┌─ Supplied data

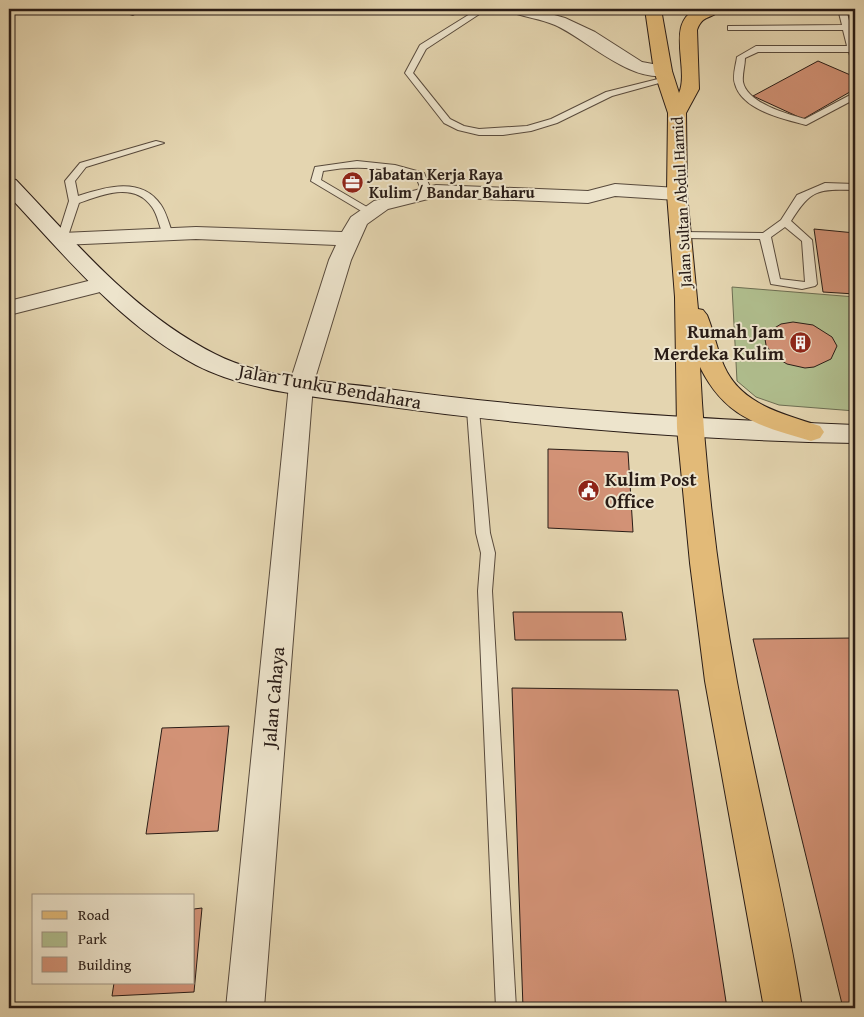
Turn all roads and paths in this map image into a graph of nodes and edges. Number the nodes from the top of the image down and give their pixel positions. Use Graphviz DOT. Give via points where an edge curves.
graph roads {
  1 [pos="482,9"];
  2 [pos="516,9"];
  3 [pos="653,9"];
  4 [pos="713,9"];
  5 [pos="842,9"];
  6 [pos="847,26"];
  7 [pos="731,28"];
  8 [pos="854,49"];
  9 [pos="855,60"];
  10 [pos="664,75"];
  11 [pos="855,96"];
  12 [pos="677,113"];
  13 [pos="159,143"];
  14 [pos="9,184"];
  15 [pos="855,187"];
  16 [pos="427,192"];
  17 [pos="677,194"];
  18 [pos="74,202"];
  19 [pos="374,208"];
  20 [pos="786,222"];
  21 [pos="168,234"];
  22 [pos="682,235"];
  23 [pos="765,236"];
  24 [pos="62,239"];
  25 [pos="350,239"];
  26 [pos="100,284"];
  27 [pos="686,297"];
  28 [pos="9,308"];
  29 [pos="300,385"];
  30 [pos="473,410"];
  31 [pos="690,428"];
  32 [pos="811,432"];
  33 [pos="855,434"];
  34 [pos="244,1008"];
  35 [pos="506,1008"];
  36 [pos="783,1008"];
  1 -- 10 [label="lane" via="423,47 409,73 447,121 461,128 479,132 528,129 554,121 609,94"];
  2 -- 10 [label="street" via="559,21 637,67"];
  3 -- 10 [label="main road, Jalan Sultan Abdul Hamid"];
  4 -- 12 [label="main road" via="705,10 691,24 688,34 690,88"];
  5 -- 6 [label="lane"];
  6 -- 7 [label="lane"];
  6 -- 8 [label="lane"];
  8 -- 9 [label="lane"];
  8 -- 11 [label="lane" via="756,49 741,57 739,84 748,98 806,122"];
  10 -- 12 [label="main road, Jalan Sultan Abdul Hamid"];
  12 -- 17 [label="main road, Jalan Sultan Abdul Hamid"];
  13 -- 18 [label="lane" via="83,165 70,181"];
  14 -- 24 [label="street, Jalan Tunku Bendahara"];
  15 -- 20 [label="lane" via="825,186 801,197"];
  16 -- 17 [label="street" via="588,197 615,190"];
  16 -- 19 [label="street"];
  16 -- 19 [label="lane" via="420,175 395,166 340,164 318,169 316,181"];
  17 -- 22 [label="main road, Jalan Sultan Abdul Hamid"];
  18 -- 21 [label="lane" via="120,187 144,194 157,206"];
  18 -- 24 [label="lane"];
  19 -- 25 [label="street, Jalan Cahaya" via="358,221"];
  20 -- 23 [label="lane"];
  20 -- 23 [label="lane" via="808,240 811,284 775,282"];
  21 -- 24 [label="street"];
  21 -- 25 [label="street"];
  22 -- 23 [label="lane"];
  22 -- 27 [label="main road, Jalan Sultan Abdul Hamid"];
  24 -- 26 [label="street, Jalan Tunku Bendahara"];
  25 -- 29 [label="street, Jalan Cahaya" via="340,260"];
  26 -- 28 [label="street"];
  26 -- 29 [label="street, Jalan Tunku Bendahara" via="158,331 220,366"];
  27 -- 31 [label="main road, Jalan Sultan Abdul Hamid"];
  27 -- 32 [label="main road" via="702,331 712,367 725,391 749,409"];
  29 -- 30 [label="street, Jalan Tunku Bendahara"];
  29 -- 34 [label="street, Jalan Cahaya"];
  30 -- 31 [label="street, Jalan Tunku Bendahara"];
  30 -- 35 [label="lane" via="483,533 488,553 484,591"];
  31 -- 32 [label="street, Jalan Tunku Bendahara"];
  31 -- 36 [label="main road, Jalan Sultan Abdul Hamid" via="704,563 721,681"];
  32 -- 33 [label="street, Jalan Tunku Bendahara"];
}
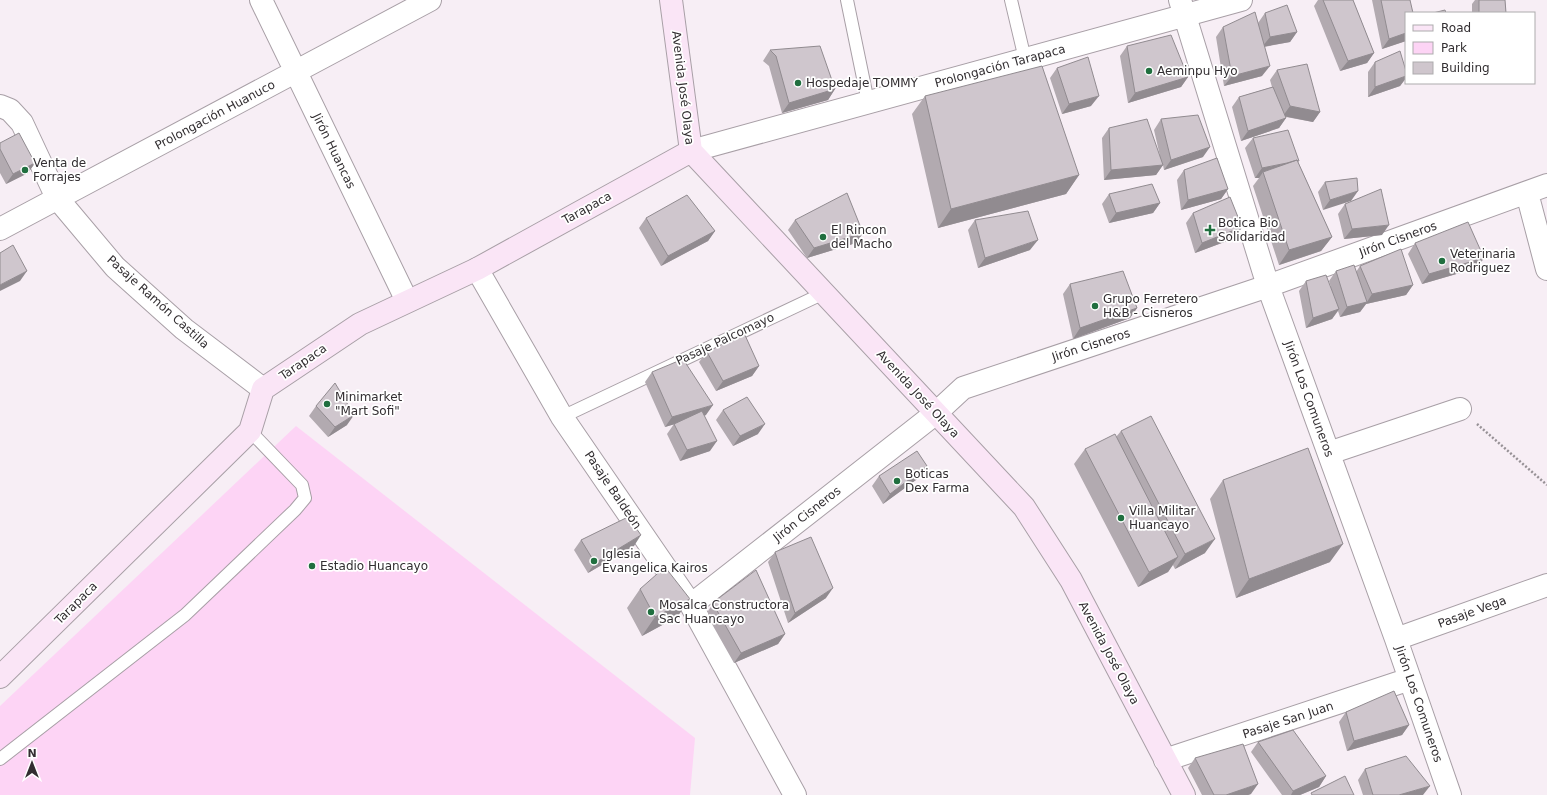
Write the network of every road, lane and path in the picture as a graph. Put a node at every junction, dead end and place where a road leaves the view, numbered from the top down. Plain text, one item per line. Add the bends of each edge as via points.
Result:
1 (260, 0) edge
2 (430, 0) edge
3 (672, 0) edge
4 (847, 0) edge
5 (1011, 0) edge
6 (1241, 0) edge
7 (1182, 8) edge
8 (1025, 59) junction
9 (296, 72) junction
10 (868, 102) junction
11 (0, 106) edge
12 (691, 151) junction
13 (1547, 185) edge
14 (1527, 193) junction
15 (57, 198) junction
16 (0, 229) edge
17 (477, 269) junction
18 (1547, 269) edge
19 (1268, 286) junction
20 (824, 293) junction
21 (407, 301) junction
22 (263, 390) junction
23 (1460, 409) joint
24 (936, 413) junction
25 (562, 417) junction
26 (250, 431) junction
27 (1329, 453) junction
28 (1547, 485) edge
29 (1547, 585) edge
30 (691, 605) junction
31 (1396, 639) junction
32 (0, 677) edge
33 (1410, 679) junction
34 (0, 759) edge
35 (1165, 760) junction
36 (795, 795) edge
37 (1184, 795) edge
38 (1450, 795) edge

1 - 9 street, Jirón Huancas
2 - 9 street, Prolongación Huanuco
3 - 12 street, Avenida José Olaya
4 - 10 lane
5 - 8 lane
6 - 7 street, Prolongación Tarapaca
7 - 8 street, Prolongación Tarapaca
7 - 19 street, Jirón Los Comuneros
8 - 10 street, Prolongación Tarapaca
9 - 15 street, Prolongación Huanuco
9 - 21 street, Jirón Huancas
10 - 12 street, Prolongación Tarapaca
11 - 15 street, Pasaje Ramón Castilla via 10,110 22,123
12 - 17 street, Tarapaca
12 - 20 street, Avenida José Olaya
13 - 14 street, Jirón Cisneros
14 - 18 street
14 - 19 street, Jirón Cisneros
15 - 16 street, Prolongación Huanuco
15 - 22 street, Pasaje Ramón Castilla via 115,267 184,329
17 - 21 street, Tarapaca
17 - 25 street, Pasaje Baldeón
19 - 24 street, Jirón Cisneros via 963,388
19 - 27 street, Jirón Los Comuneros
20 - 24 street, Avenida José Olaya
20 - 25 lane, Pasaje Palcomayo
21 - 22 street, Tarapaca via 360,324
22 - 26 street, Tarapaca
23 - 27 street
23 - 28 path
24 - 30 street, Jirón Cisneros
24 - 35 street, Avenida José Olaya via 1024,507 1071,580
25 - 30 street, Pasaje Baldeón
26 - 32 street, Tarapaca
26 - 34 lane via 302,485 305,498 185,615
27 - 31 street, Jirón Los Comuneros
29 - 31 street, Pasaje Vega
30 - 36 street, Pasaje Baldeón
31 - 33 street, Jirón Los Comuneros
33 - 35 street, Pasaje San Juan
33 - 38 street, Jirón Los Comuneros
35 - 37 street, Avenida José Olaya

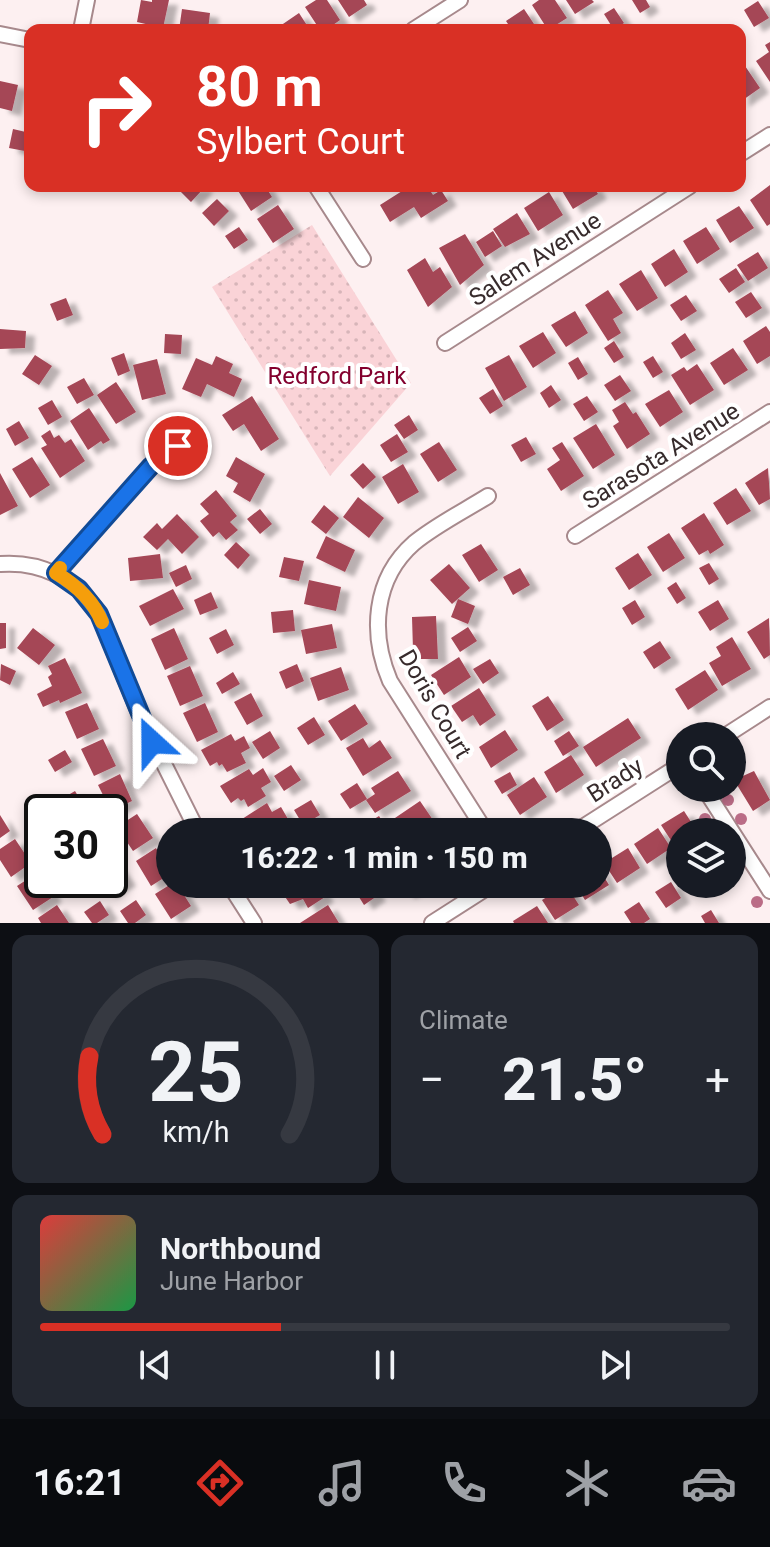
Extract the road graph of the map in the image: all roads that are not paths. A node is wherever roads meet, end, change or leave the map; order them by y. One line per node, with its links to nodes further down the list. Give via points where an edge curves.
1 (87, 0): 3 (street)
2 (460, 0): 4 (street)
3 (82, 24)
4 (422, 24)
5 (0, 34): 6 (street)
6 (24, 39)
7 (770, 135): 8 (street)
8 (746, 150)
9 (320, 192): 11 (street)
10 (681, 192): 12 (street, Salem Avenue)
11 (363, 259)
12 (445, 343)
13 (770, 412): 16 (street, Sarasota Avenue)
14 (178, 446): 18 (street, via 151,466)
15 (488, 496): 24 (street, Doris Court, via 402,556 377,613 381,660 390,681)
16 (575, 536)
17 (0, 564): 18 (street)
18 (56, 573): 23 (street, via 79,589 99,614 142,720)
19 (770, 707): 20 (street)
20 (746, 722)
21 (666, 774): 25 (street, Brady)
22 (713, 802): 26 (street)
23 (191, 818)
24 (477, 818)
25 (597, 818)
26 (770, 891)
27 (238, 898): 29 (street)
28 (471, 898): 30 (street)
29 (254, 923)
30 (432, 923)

└─

- Prompt -
Pictures are to be left out; all other data must be returned exactly.

- Response -
Turn all roads and paths in this map image into a graph of nodes and edges. Number the nodes from the top of the image down and give their pixel positions. Use Graphviz DOT. Give via points where an edge curves.
graph roads {
  1 [pos="482,9"];
  2 [pos="516,9"];
  3 [pos="653,9"];
  4 [pos="713,9"];
  5 [pos="842,9"];
  6 [pos="847,26"];
  7 [pos="731,28"];
  8 [pos="854,49"];
  9 [pos="855,60"];
  10 [pos="664,75"];
  11 [pos="855,96"];
  12 [pos="677,113"];
  13 [pos="159,143"];
  14 [pos="9,184"];
  15 [pos="855,187"];
  16 [pos="427,192"];
  17 [pos="677,194"];
  18 [pos="74,202"];
  19 [pos="374,208"];
  20 [pos="786,222"];
  21 [pos="168,234"];
  22 [pos="682,235"];
  23 [pos="765,236"];
  24 [pos="62,239"];
  25 [pos="350,239"];
  26 [pos="100,284"];
  27 [pos="686,297"];
  28 [pos="9,308"];
  29 [pos="300,385"];
  30 [pos="473,410"];
  31 [pos="690,428"];
  32 [pos="811,432"];
  33 [pos="855,434"];
  34 [pos="244,1008"];
  35 [pos="506,1008"];
  36 [pos="783,1008"];
  1 -- 10 [label="lane" via="423,47 409,73 447,121 461,128 479,132 528,129 554,121 609,94"];
  2 -- 10 [label="street" via="559,21 637,67"];
  3 -- 10 [label="main road, Jalan Sultan Abdul Hamid"];
  4 -- 12 [label="main road" via="705,10 691,24 688,34 690,88"];
  5 -- 6 [label="lane"];
  6 -- 7 [label="lane"];
  6 -- 8 [label="lane"];
  8 -- 9 [label="lane"];
  8 -- 11 [label="lane" via="756,49 741,57 739,84 748,98 806,122"];
  10 -- 12 [label="main road, Jalan Sultan Abdul Hamid"];
  12 -- 17 [label="main road, Jalan Sultan Abdul Hamid"];
  13 -- 18 [label="lane" via="83,165 70,181"];
  14 -- 24 [label="street, Jalan Tunku Bendahara"];
  15 -- 20 [label="lane" via="825,186 801,197"];
  16 -- 17 [label="street" via="588,197 615,190"];
  16 -- 19 [label="street"];
  16 -- 19 [label="lane" via="420,175 395,166 340,164 318,169 316,181"];
  17 -- 22 [label="main road, Jalan Sultan Abdul Hamid"];
  18 -- 21 [label="lane" via="120,187 144,194 157,206"];
  18 -- 24 [label="lane"];
  19 -- 25 [label="street, Jalan Cahaya" via="358,221"];
  20 -- 23 [label="lane"];
  20 -- 23 [label="lane" via="808,240 811,284 775,282"];
  21 -- 24 [label="street"];
  21 -- 25 [label="street"];
  22 -- 23 [label="lane"];
  22 -- 27 [label="main road, Jalan Sultan Abdul Hamid"];
  24 -- 26 [label="street, Jalan Tunku Bendahara"];
  25 -- 29 [label="street, Jalan Cahaya" via="340,260"];
  26 -- 28 [label="street"];
  26 -- 29 [label="street, Jalan Tunku Bendahara" via="158,331 220,366"];
  27 -- 31 [label="main road, Jalan Sultan Abdul Hamid"];
  27 -- 32 [label="main road" via="702,331 712,367 725,391 749,409"];
  29 -- 30 [label="street, Jalan Tunku Bendahara"];
  29 -- 34 [label="street, Jalan Cahaya"];
  30 -- 31 [label="street, Jalan Tunku Bendahara"];
  30 -- 35 [label="lane" via="483,533 488,553 484,591"];
  31 -- 32 [label="street, Jalan Tunku Bendahara"];
  31 -- 36 [label="main road, Jalan Sultan Abdul Hamid" via="704,563 721,681"];
  32 -- 33 [label="street, Jalan Tunku Bendahara"];
}
Write the network of every road, lane and path in the picture as a graph. Put a node at every junction, dead end and place where a road leaves the view, numbered from the top down. Plain text, one item per line. Add the bends of each edge as via points.
Result:
1 (260, 0) edge
2 (430, 0) edge
3 (672, 0) edge
4 (847, 0) edge
5 (1011, 0) edge
6 (1241, 0) edge
7 (1182, 8) edge
8 (1025, 59) junction
9 (296, 72) junction
10 (868, 102) junction
11 (0, 106) edge
12 (691, 151) junction
13 (1547, 185) edge
14 (1527, 193) junction
15 (57, 198) junction
16 (0, 229) edge
17 (477, 269) junction
18 (1547, 269) edge
19 (1268, 286) junction
20 (824, 293) junction
21 (407, 301) junction
22 (263, 390) junction
23 (1460, 409) joint
24 (936, 413) junction
25 (562, 417) junction
26 (250, 431) junction
27 (1329, 453) junction
28 (1547, 485) edge
29 (1547, 585) edge
30 (691, 605) junction
31 (1396, 639) junction
32 (0, 677) edge
33 (1410, 679) junction
34 (0, 759) edge
35 (1165, 760) junction
36 (795, 795) edge
37 (1184, 795) edge
38 (1450, 795) edge

1 - 9 street, Jirón Huancas
2 - 9 street, Prolongación Huanuco
3 - 12 street, Avenida José Olaya
4 - 10 lane
5 - 8 lane
6 - 7 street, Prolongación Tarapaca
7 - 8 street, Prolongación Tarapaca
7 - 19 street, Jirón Los Comuneros
8 - 10 street, Prolongación Tarapaca
9 - 15 street, Prolongación Huanuco
9 - 21 street, Jirón Huancas
10 - 12 street, Prolongación Tarapaca
11 - 15 street, Pasaje Ramón Castilla via 10,110 22,123
12 - 17 street, Tarapaca
12 - 20 street, Avenida José Olaya
13 - 14 street, Jirón Cisneros
14 - 18 street
14 - 19 street, Jirón Cisneros
15 - 16 street, Prolongación Huanuco
15 - 22 street, Pasaje Ramón Castilla via 115,267 184,329
17 - 21 street, Tarapaca
17 - 25 street, Pasaje Baldeón
19 - 24 street, Jirón Cisneros via 963,388
19 - 27 street, Jirón Los Comuneros
20 - 24 street, Avenida José Olaya
20 - 25 lane, Pasaje Palcomayo
21 - 22 street, Tarapaca via 360,324
22 - 26 street, Tarapaca
23 - 27 street
23 - 28 path
24 - 30 street, Jirón Cisneros
24 - 35 street, Avenida José Olaya via 1024,507 1071,580
25 - 30 street, Pasaje Baldeón
26 - 32 street, Tarapaca
26 - 34 lane via 302,485 305,498 185,615
27 - 31 street, Jirón Los Comuneros
29 - 31 street, Pasaje Vega
30 - 36 street, Pasaje Baldeón
31 - 33 street, Jirón Los Comuneros
33 - 35 street, Pasaje San Juan
33 - 38 street, Jirón Los Comuneros
35 - 37 street, Avenida José Olaya

Extract the road graph of the map in the image: all roads that are not paths. A node is wherever roads meet, end, change or leave the map; order them by y. One line per node, with its links to nodes further down the list. Give via points where an edge curves.
1 (87, 0): 3 (street)
2 (460, 0): 4 (street)
3 (82, 24)
4 (422, 24)
5 (0, 34): 6 (street)
6 (24, 39)
7 (770, 135): 8 (street)
8 (746, 150)
9 (320, 192): 11 (street)
10 (681, 192): 12 (street, Salem Avenue)
11 (363, 259)
12 (445, 343)
13 (770, 412): 16 (street, Sarasota Avenue)
14 (178, 446): 18 (street, via 151,466)
15 (488, 496): 24 (street, Doris Court, via 402,556 377,613 381,660 390,681)
16 (575, 536)
17 (0, 564): 18 (street)
18 (56, 573): 23 (street, via 79,589 99,614 142,720)
19 (770, 707): 20 (street)
20 (746, 722)
21 (666, 774): 25 (street, Brady)
22 (713, 802): 26 (street)
23 (191, 818)
24 (477, 818)
25 (597, 818)
26 (770, 891)
27 (238, 898): 29 (street)
28 (471, 898): 30 (street)
29 (254, 923)
30 (432, 923)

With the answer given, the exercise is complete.